Copy out, from the entries below, each line that holds the string "HaBanim".
*** Opening of Data for review ***
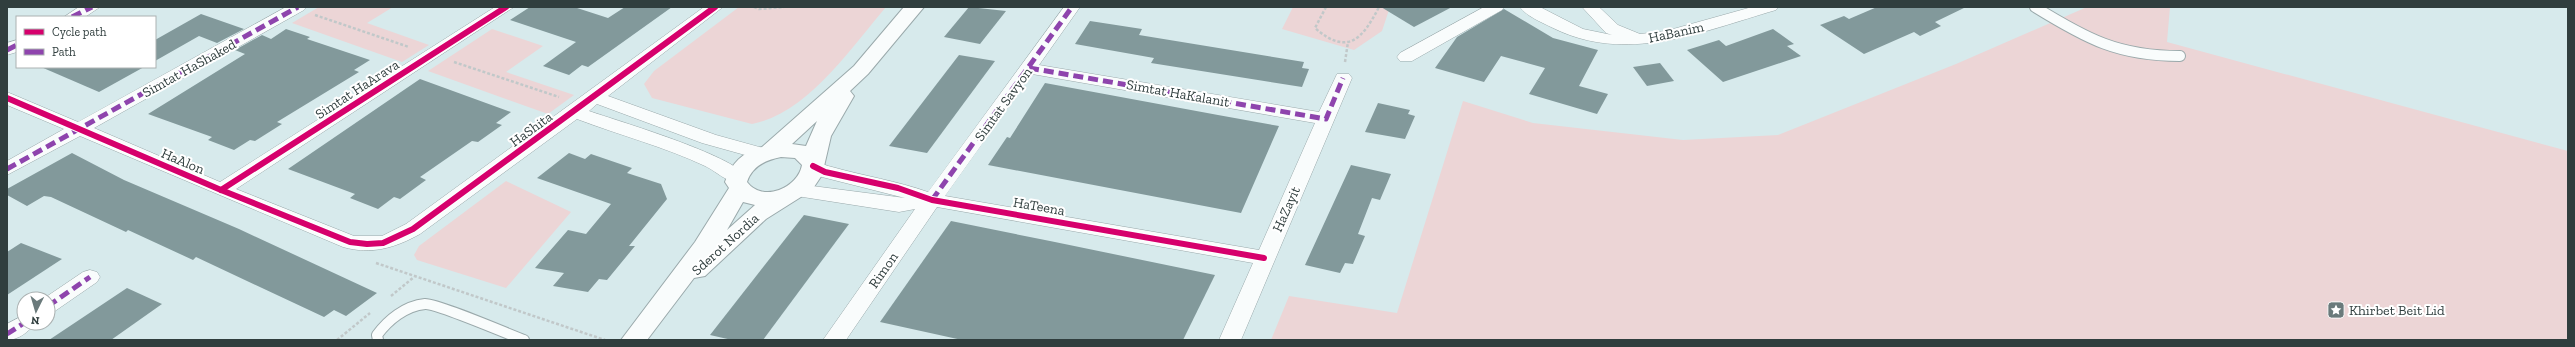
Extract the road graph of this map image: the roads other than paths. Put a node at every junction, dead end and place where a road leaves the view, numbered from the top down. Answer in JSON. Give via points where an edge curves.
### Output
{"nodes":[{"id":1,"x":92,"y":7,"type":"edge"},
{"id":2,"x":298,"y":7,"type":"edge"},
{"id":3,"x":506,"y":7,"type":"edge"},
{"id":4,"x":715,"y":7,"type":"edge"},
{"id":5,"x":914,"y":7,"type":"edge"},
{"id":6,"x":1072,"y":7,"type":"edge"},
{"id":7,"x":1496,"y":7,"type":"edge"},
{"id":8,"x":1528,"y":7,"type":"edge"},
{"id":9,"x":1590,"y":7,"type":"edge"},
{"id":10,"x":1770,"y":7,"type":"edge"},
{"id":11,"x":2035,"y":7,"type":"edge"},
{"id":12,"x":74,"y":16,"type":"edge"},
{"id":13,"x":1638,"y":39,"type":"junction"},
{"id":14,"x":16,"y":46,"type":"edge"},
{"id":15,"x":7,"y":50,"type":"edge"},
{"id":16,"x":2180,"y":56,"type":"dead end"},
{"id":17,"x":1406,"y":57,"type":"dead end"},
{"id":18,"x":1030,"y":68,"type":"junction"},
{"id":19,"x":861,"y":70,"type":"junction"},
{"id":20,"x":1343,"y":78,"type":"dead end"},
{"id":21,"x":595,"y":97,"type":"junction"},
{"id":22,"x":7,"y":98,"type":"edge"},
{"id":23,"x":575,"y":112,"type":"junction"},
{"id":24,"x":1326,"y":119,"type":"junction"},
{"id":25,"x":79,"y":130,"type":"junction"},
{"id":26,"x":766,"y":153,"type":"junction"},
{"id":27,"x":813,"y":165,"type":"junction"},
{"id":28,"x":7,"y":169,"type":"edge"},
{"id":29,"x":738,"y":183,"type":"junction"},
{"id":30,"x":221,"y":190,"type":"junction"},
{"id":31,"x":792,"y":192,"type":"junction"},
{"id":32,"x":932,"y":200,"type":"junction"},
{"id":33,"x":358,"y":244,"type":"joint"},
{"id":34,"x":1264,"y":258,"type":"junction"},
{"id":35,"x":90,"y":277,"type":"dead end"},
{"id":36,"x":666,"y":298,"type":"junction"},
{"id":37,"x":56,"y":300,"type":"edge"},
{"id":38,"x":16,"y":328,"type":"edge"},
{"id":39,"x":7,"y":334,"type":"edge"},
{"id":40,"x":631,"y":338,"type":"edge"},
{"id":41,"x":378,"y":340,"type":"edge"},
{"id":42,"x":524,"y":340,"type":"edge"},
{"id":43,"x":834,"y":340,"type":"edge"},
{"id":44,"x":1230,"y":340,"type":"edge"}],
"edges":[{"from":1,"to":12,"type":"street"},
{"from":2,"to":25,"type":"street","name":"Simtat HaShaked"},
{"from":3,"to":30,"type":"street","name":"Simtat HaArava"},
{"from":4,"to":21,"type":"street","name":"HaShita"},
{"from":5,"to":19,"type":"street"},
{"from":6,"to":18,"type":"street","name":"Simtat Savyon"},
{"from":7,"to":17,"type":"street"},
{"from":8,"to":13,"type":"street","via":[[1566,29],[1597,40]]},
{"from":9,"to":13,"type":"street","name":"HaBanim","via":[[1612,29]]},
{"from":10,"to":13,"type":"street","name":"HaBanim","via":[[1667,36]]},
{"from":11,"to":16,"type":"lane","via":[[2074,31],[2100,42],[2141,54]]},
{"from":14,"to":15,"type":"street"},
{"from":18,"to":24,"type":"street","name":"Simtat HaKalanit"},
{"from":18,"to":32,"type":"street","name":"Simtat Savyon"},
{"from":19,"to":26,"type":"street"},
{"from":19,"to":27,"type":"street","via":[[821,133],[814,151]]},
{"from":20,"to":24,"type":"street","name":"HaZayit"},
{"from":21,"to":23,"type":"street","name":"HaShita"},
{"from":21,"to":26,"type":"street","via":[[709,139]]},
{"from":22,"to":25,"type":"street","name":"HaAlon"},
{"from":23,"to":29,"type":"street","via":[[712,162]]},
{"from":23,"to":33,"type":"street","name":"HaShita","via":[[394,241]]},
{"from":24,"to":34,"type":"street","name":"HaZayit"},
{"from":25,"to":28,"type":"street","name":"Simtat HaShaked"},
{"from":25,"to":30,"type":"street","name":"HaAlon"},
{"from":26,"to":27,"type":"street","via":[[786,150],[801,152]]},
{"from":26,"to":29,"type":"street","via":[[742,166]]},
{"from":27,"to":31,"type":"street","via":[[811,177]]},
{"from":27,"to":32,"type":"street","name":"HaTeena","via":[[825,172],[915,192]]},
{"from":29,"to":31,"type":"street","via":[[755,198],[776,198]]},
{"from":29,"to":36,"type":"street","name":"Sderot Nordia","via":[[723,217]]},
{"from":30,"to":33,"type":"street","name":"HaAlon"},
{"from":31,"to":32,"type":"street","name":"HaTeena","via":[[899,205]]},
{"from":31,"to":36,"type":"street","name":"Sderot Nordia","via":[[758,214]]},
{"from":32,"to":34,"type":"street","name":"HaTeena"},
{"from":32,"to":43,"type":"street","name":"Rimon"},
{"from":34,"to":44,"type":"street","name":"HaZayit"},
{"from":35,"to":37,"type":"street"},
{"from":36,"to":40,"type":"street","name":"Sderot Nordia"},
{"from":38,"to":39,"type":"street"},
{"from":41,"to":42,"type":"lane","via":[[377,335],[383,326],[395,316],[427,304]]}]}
*** Close of Data for review ***
*** Opening of Data for review ***
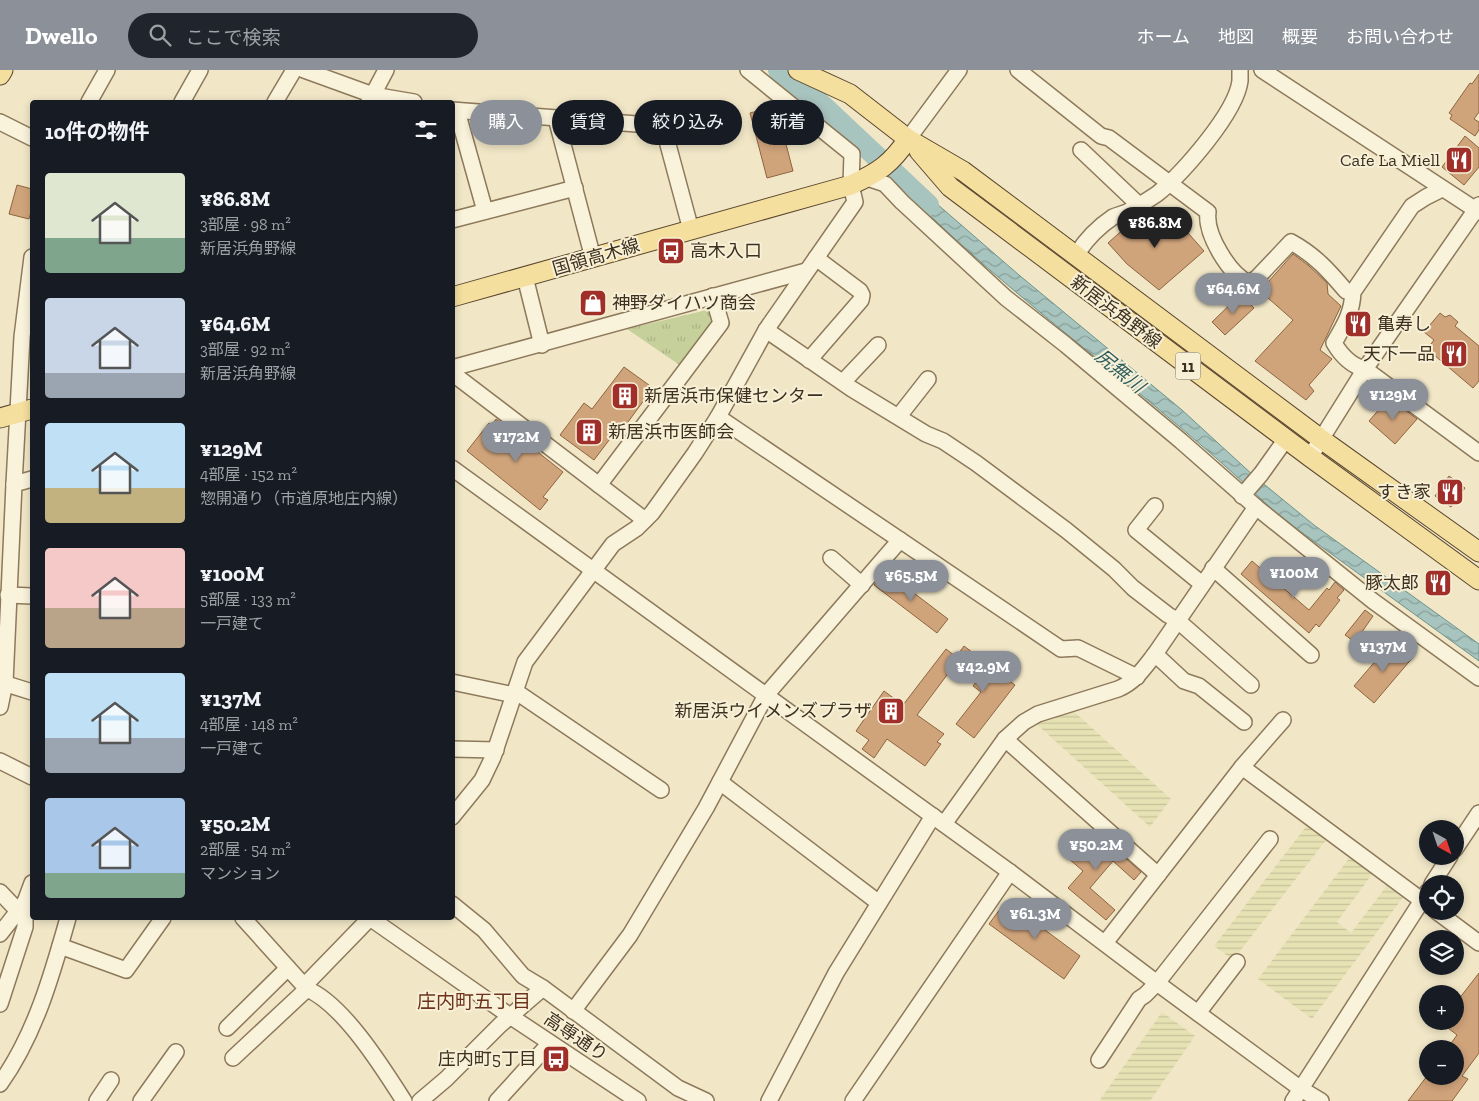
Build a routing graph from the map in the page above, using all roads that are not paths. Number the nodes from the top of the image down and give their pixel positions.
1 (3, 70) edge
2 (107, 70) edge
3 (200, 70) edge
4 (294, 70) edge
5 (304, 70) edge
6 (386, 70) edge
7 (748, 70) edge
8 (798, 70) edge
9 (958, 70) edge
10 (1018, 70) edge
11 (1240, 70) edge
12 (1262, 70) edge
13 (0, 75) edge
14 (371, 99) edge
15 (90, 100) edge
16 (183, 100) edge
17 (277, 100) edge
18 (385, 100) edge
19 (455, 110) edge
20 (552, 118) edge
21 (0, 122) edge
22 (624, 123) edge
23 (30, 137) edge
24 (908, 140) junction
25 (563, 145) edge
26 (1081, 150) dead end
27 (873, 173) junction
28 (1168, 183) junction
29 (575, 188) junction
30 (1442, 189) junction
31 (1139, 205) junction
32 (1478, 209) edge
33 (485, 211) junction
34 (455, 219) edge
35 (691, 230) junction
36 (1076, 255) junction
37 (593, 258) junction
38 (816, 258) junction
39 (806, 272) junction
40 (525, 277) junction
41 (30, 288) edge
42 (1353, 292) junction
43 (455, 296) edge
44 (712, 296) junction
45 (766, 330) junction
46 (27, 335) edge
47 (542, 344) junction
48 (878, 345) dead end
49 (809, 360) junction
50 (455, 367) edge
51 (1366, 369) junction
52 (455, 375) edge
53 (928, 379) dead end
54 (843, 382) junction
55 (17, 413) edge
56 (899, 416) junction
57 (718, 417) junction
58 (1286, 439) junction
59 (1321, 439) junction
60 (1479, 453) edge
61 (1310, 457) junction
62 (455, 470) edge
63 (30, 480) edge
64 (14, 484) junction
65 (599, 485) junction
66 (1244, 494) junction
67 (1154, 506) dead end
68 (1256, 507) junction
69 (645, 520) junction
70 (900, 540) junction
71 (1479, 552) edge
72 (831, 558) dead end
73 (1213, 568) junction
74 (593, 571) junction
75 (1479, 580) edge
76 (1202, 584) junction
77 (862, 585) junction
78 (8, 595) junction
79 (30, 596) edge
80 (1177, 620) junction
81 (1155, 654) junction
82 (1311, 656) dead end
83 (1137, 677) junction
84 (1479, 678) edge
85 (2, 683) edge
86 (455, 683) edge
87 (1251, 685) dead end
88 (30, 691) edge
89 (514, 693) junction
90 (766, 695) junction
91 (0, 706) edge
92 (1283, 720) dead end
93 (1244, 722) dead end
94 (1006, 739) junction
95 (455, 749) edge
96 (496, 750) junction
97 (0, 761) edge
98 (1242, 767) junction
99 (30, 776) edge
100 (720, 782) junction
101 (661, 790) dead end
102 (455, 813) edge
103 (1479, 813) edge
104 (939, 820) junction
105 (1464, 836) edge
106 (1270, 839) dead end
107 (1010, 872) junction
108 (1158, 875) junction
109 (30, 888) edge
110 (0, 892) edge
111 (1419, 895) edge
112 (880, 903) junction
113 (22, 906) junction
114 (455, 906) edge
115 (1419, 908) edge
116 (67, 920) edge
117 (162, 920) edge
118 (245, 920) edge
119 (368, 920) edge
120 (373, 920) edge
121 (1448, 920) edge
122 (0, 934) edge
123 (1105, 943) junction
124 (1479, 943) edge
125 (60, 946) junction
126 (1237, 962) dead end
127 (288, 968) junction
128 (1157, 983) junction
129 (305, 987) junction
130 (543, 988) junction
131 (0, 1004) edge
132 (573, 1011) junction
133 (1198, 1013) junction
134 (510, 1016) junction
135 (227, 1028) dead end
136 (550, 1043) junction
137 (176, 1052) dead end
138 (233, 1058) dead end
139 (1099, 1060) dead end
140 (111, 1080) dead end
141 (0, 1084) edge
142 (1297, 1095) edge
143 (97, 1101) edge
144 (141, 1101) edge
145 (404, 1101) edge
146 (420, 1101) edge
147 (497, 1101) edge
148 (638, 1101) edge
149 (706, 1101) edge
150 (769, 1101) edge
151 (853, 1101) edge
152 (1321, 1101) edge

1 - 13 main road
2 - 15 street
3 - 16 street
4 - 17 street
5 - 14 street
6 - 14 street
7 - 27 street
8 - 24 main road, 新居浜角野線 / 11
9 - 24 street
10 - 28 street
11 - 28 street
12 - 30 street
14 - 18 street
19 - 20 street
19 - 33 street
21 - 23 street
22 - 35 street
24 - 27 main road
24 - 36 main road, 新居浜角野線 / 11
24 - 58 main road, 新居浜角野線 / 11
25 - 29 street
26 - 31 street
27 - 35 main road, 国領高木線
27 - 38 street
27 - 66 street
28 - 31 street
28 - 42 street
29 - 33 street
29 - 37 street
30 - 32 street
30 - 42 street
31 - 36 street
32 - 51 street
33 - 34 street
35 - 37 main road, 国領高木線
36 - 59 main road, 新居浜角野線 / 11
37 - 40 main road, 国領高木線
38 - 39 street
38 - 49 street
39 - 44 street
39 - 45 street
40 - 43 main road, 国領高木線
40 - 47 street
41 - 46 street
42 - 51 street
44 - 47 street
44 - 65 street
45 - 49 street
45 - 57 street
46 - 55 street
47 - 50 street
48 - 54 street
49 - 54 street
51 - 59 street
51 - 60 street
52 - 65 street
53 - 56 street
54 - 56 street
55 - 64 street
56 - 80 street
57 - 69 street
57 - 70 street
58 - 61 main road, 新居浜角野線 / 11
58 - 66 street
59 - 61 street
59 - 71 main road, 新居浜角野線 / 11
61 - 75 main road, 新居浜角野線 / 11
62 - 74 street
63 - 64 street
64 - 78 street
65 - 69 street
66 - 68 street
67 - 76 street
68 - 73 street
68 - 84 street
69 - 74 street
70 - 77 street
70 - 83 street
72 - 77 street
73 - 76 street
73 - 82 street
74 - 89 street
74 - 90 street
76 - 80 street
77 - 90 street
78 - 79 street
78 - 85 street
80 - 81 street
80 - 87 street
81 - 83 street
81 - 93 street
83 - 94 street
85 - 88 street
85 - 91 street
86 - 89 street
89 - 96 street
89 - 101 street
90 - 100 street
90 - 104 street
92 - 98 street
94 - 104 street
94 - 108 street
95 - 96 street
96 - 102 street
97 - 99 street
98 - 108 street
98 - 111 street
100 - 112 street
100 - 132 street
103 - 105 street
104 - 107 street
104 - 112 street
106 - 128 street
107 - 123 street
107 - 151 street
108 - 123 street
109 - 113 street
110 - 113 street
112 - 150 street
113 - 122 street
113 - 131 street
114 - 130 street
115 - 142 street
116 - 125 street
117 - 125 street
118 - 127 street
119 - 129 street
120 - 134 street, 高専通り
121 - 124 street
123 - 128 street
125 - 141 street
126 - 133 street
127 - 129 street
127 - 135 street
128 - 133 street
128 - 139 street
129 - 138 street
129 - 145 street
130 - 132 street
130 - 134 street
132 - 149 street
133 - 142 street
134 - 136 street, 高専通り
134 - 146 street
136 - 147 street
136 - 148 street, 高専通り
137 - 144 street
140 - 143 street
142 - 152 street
*** Close of Data for review ***
Expected answer
{"from":9,"to":13,"type":"street","name":"HaBanim","via":[[1612,29]]},
{"from":10,"to":13,"type":"street","name":"HaBanim","via":[[1667,36]]},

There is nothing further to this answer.